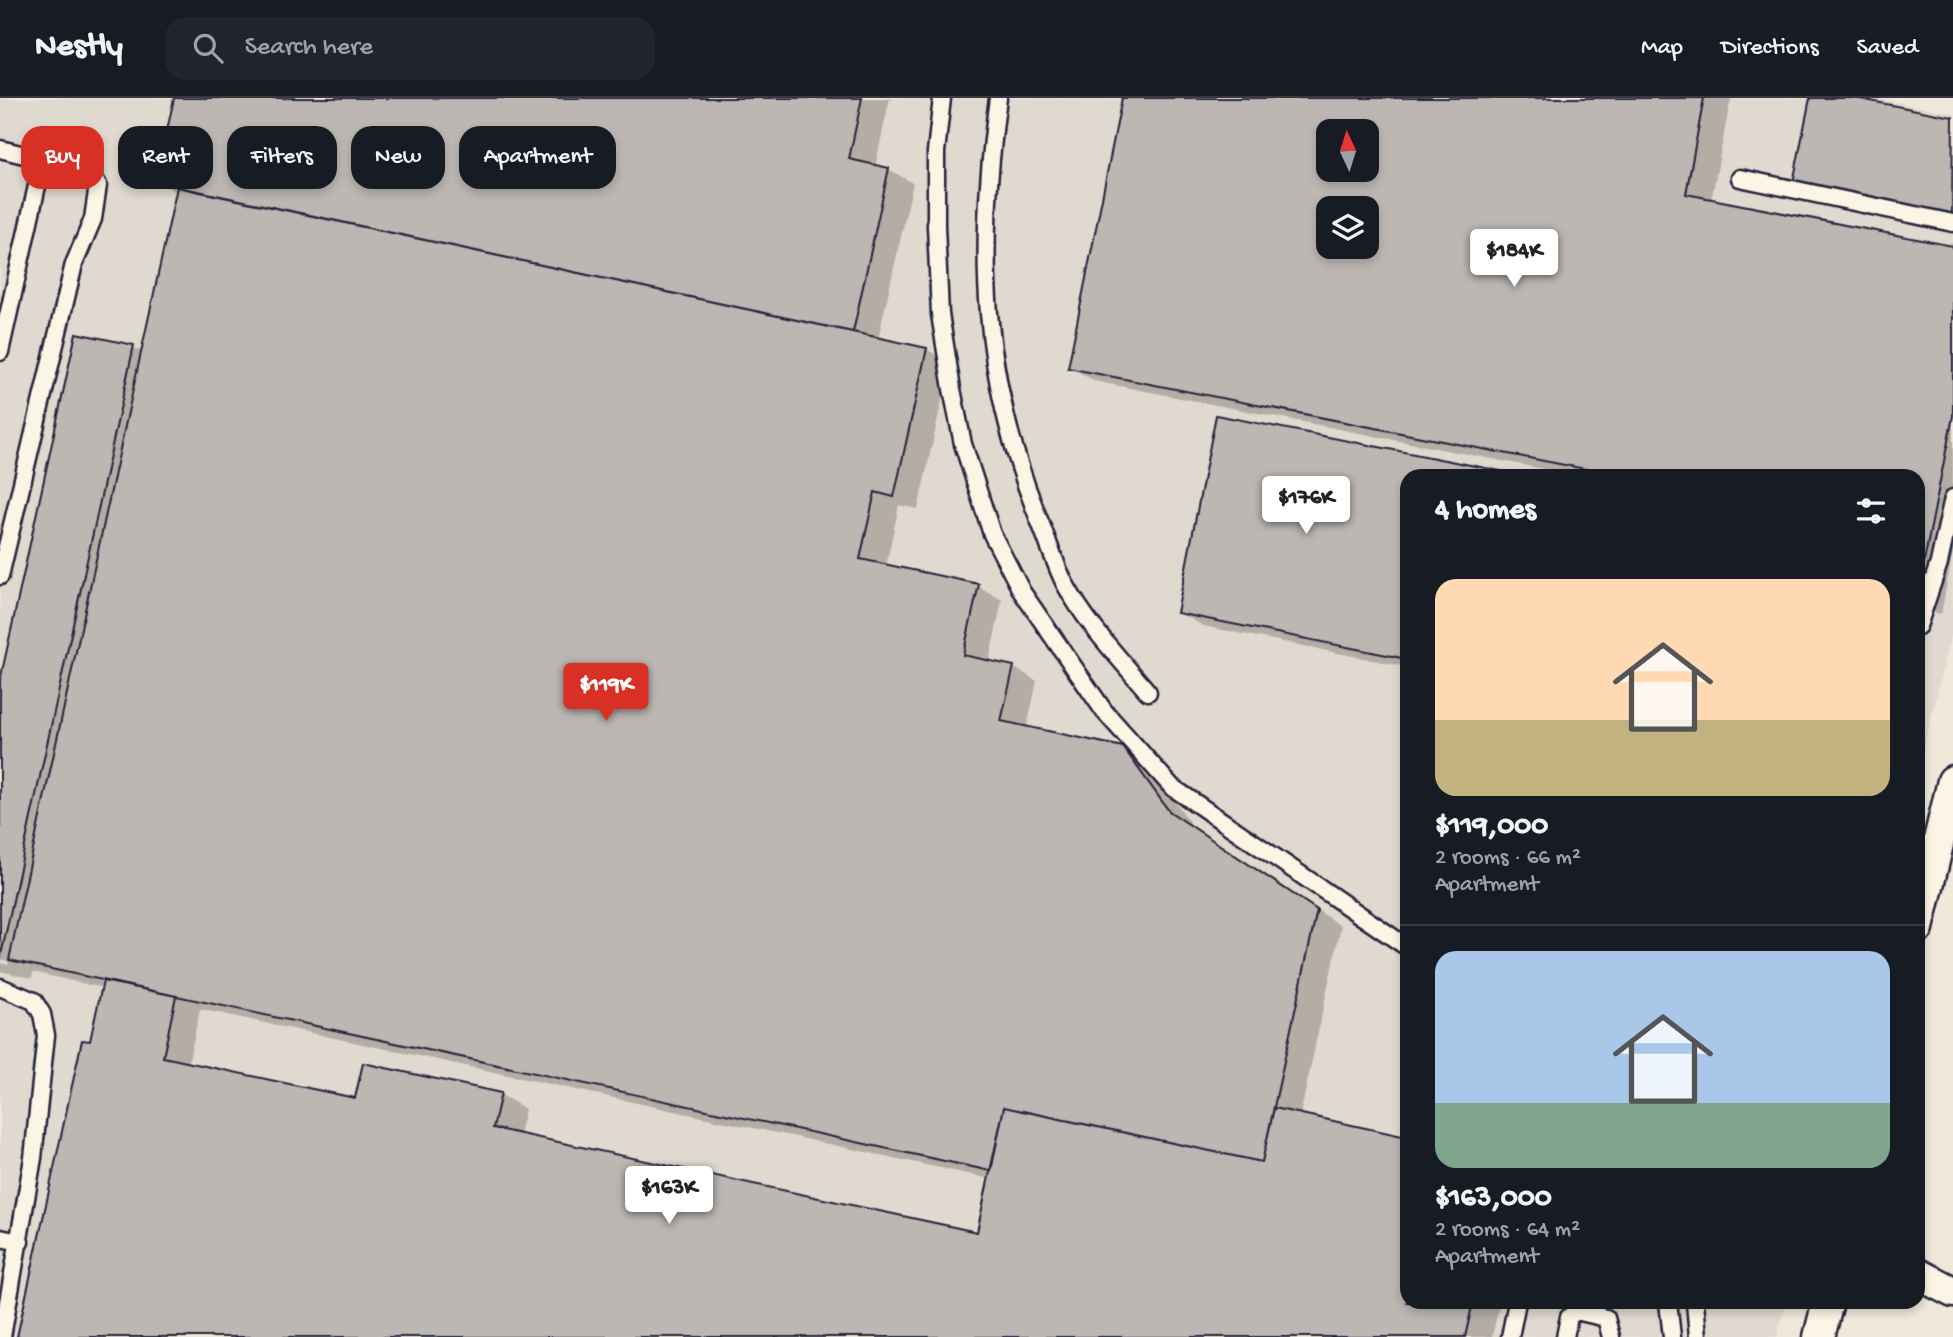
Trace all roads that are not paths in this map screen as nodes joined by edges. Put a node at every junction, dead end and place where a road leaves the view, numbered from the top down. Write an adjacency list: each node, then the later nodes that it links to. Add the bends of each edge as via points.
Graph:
1 (942, 98): 16 (lane, via 936,226 940,314 950,377 963,444 992,534 1022,592 1104,711 1172,787)
2 (998, 98): 13 (lane, via 986,222 986,309 995,376 1026,487 1064,582 1100,635)
3 (0, 149): 4 (lane)
4 (21, 154)
5 (1740, 178): 8 (lane)
6 (36, 189): 9 (lane)
7 (98, 189): 11 (lane, via 74,264)
8 (1953, 223)
9 (0, 352)
10 (1953, 498): 12 (lane)
11 (0, 576)
12 (1925, 605)
13 (1148, 692)
14 (1953, 781): 15 (street)
15 (1925, 899)
16 (1400, 942)
17 (0, 987): 19 (lane, via 34,1001 46,1035)
18 (0, 1237): 19 (lane)
19 (20, 1242): 26 (lane)
20 (1925, 1278): 21 (street)
21 (1953, 1292)
22 (1516, 1309): 27 (lane)
23 (1669, 1309): 30 (lane)
24 (1696, 1309): 31 (lane)
25 (1826, 1309): 32 (street)
26 (2, 1337)
27 (1510, 1337)
28 (1565, 1337): 29 (lane, via 1569,1317 1576,1311 1606,1318)
29 (1611, 1337)
30 (1672, 1337)
31 (1698, 1337)
32 (1819, 1337)

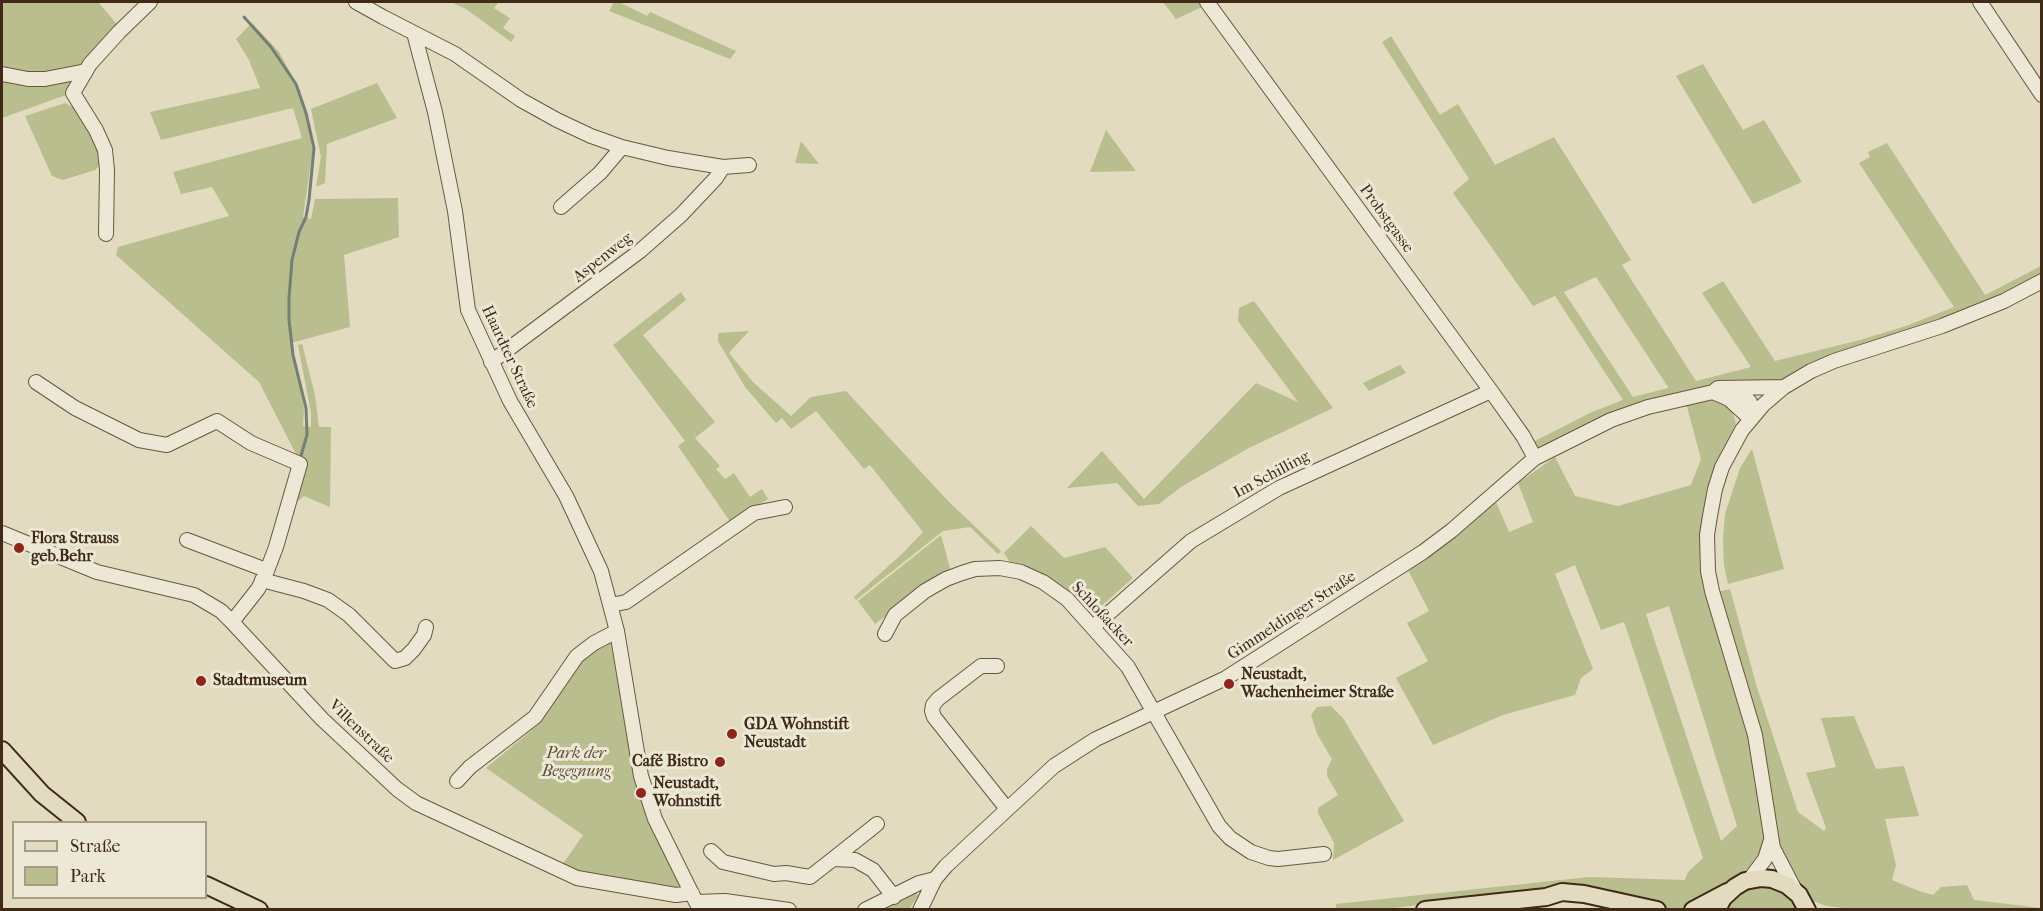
== == ==
# [WHAT TO WORK ON]
Copy the entries exactly. Leave the pictures out.

# [OUTPUT]
Trace all roads that are not paths in this map screen as nodes joined by edges. Put a node at every junction, dead end and place where a road leaves the view, numbered from the top down. Write an adjacency list: each node, then the later nodes that it links to. Add the bends of each edge as via points.
Graph:
1 (942, 98): 16 (lane, via 936,226 940,314 950,377 963,444 992,534 1022,592 1104,711 1172,787)
2 (998, 98): 13 (lane, via 986,222 986,309 995,376 1026,487 1064,582 1100,635)
3 (0, 149): 4 (lane)
4 (21, 154)
5 (1740, 178): 8 (lane)
6 (36, 189): 9 (lane)
7 (98, 189): 11 (lane, via 74,264)
8 (1953, 223)
9 (0, 352)
10 (1953, 498): 12 (lane)
11 (0, 576)
12 (1925, 605)
13 (1148, 692)
14 (1953, 781): 15 (street)
15 (1925, 899)
16 (1400, 942)
17 (0, 987): 19 (lane, via 34,1001 46,1035)
18 (0, 1237): 19 (lane)
19 (20, 1242): 26 (lane)
20 (1925, 1278): 21 (street)
21 (1953, 1292)
22 (1516, 1309): 27 (lane)
23 (1669, 1309): 30 (lane)
24 (1696, 1309): 31 (lane)
25 (1826, 1309): 32 (street)
26 (2, 1337)
27 (1510, 1337)
28 (1565, 1337): 29 (lane, via 1569,1317 1576,1311 1606,1318)
29 (1611, 1337)
30 (1672, 1337)
31 (1698, 1337)
32 (1819, 1337)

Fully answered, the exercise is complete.